#### [ACTION ITEM]
Reproduce the data below in full and exclude every picture.

#### [Data extracted from a collection]
☆ ☆ ☆ ☆ ☆ ☆ ☆

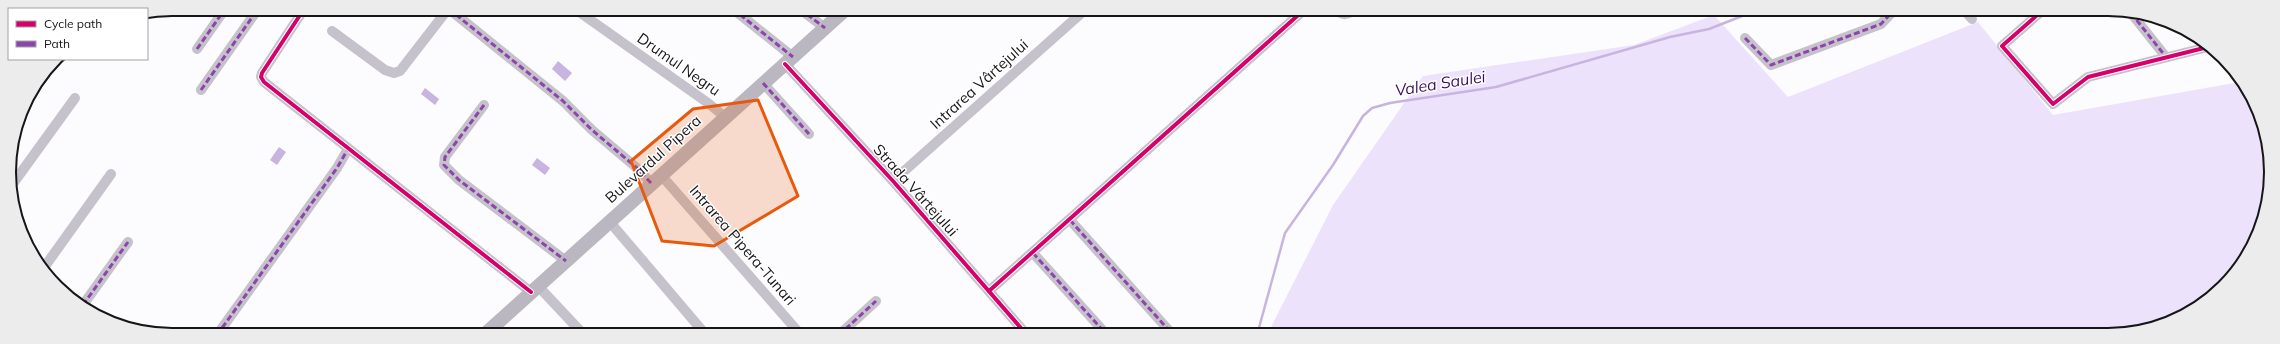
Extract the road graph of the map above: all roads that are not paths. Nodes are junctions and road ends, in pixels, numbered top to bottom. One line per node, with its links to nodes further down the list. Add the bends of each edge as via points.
1 (220, 16): 21 (street)
2 (253, 16): 25 (street)
3 (299, 16): 30 (street, via 262,73 262,77 264,82)
4 (443, 16): 18 (street, via 400,71 394,73 385,70)
5 (457, 16): 33 (street, Intrarea Pipera-Tunari, via 563,101 592,130 637,168)
6 (585, 16): 28 (street, Drumul Negru)
7 (741, 16): 23 (street, Strada Vârtejului)
8 (809, 16): 17 (street)
9 (838, 16): 17 (main road, Bulevardul Pipera)
10 (1078, 16): 34 (street, Intrarea Vârtejului)
11 (1297, 16): 35 (street)
12 (1888, 16): 19 (street, via 1881,24 1771,64)
13 (1969, 16): 16 (street)
14 (2036, 16): 22 (street, via 2002,46 2053,104 2088,77)
15 (2135, 18): 22 (street)
16 (1972, 19)
17 (825, 28): 23 (main road, Bulevardul Pipera)
18 (332, 31)
19 (1745, 38)
20 (2203, 48): 22 (street)
21 (198, 49)
22 (2166, 57)
23 (789, 60): 24 (main road, Bulevardul Pipera); 34 (street, Strada Vârtejului)
24 (763, 83): 28 (main road, Bulevardul Pipera); 29 (street)
25 (201, 90)
26 (75, 98): 32 (street)
27 (484, 105): 39 (street, via 445,157 444,165 459,180)
28 (726, 117): 33 (main road, Bulevardul Pipera)
29 (809, 134)
30 (348, 149): 41 (street, via 496,263); 45 (street)
31 (111, 174): 40 (street)
32 (16, 179)
33 (656, 179): 36 (main road, Bulevardul Pipera); 49 (street, Intrarea Pipera-Tunari)
34 (893, 181): 42 (street, Strada Vârtejului)
35 (1070, 220): 38 (street); 53 (street)
36 (609, 221): 39 (main road, Bulevardul Pipera); 48 (street)
37 (128, 242): 44 (street)
38 (1033, 253): 42 (street); 52 (street)
39 (566, 260): 41 (main road, Bulevardul Pipera)
40 (46, 265)
41 (534, 289): 46 (main road, Bulevardul Pipera); 47 (street)
42 (989, 292): 51 (street, Strada Vârtejului)
43 (876, 301): 50 (street)
44 (85, 302)
45 (222, 328)
46 (492, 328)
47 (576, 328)
48 (700, 328)
49 (794, 328)
50 (847, 328)
51 (1021, 328)
52 (1101, 328)
53 (1166, 328)

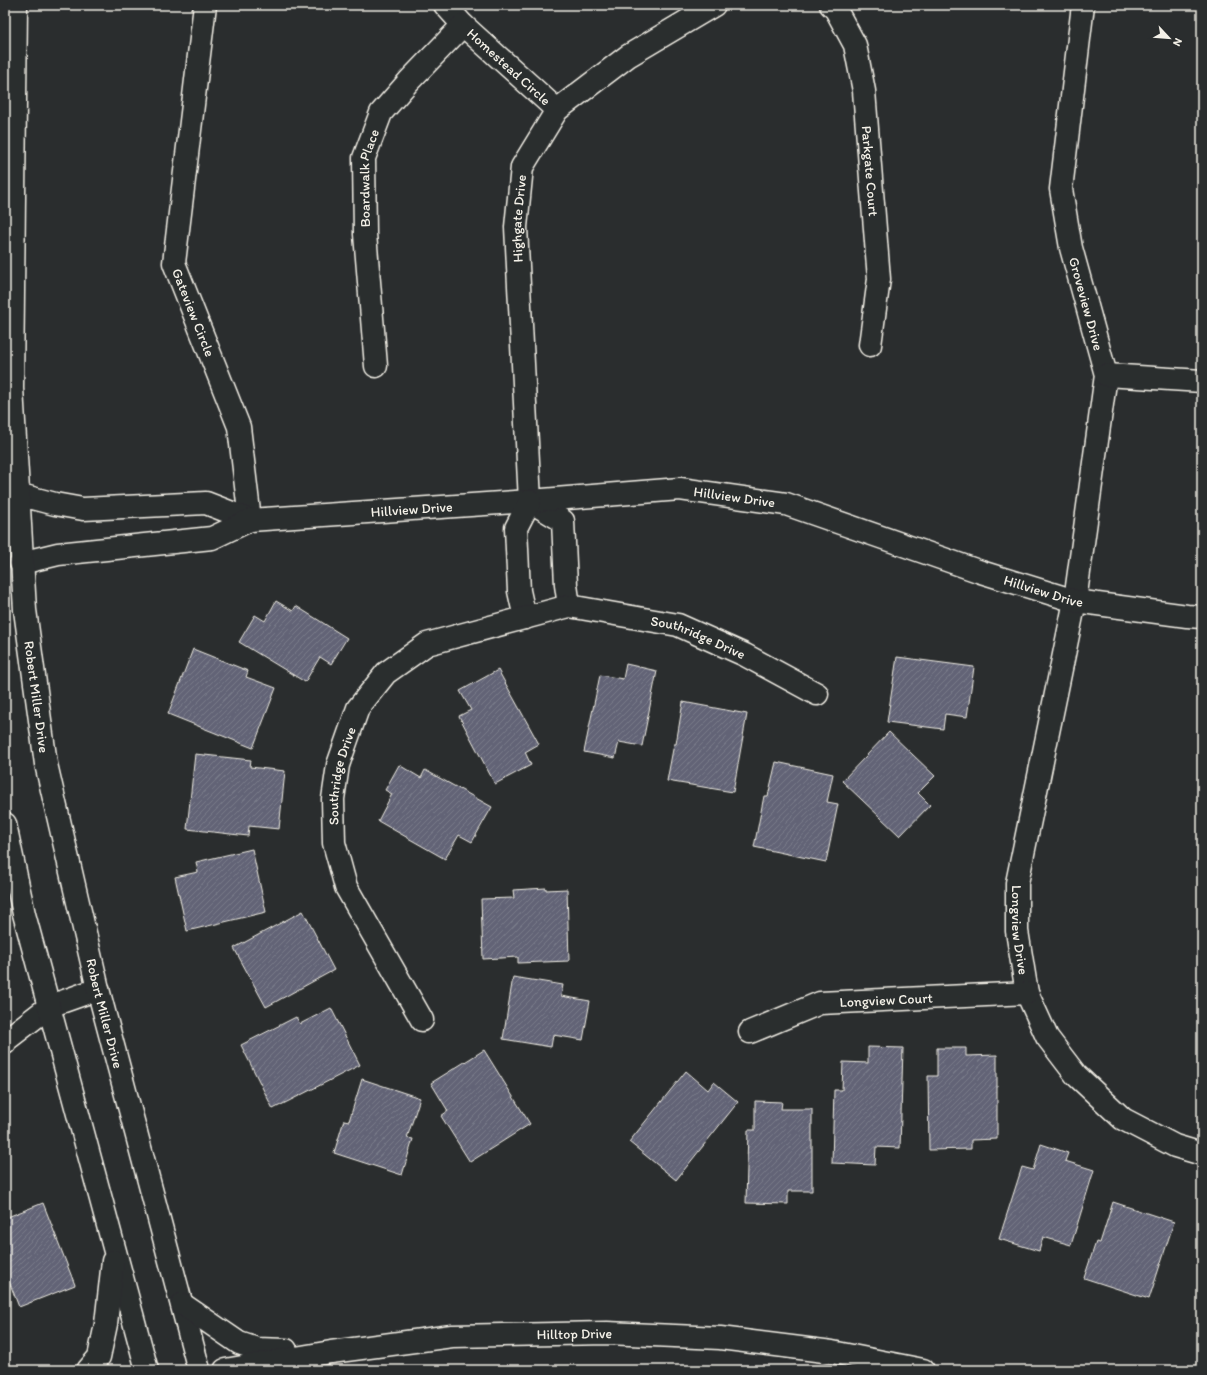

☆ ☆ ☆ ☆ ☆ ☆ ☆

#### [EXERCISE RESPONSE]
Extract the road graph of the map above: all roads that are not paths. Nodes are junctions and road ends, in pixels, numbered top to bottom. One line per node, with its links to nodes further down the list. Add the bends of each edge as via points.
1 (220, 16): 21 (street)
2 (253, 16): 25 (street)
3 (299, 16): 30 (street, via 262,73 262,77 264,82)
4 (443, 16): 18 (street, via 400,71 394,73 385,70)
5 (457, 16): 33 (street, Intrarea Pipera-Tunari, via 563,101 592,130 637,168)
6 (585, 16): 28 (street, Drumul Negru)
7 (741, 16): 23 (street, Strada Vârtejului)
8 (809, 16): 17 (street)
9 (838, 16): 17 (main road, Bulevardul Pipera)
10 (1078, 16): 34 (street, Intrarea Vârtejului)
11 (1297, 16): 35 (street)
12 (1888, 16): 19 (street, via 1881,24 1771,64)
13 (1969, 16): 16 (street)
14 (2036, 16): 22 (street, via 2002,46 2053,104 2088,77)
15 (2135, 18): 22 (street)
16 (1972, 19)
17 (825, 28): 23 (main road, Bulevardul Pipera)
18 (332, 31)
19 (1745, 38)
20 (2203, 48): 22 (street)
21 (198, 49)
22 (2166, 57)
23 (789, 60): 24 (main road, Bulevardul Pipera); 34 (street, Strada Vârtejului)
24 (763, 83): 28 (main road, Bulevardul Pipera); 29 (street)
25 (201, 90)
26 (75, 98): 32 (street)
27 (484, 105): 39 (street, via 445,157 444,165 459,180)
28 (726, 117): 33 (main road, Bulevardul Pipera)
29 (809, 134)
30 (348, 149): 41 (street, via 496,263); 45 (street)
31 (111, 174): 40 (street)
32 (16, 179)
33 (656, 179): 36 (main road, Bulevardul Pipera); 49 (street, Intrarea Pipera-Tunari)
34 (893, 181): 42 (street, Strada Vârtejului)
35 (1070, 220): 38 (street); 53 (street)
36 (609, 221): 39 (main road, Bulevardul Pipera); 48 (street)
37 (128, 242): 44 (street)
38 (1033, 253): 42 (street); 52 (street)
39 (566, 260): 41 (main road, Bulevardul Pipera)
40 (46, 265)
41 (534, 289): 46 (main road, Bulevardul Pipera); 47 (street)
42 (989, 292): 51 (street, Strada Vârtejului)
43 (876, 301): 50 (street)
44 (85, 302)
45 (222, 328)
46 (492, 328)
47 (576, 328)
48 (700, 328)
49 (794, 328)
50 (847, 328)
51 (1021, 328)
52 (1101, 328)
53 (1166, 328)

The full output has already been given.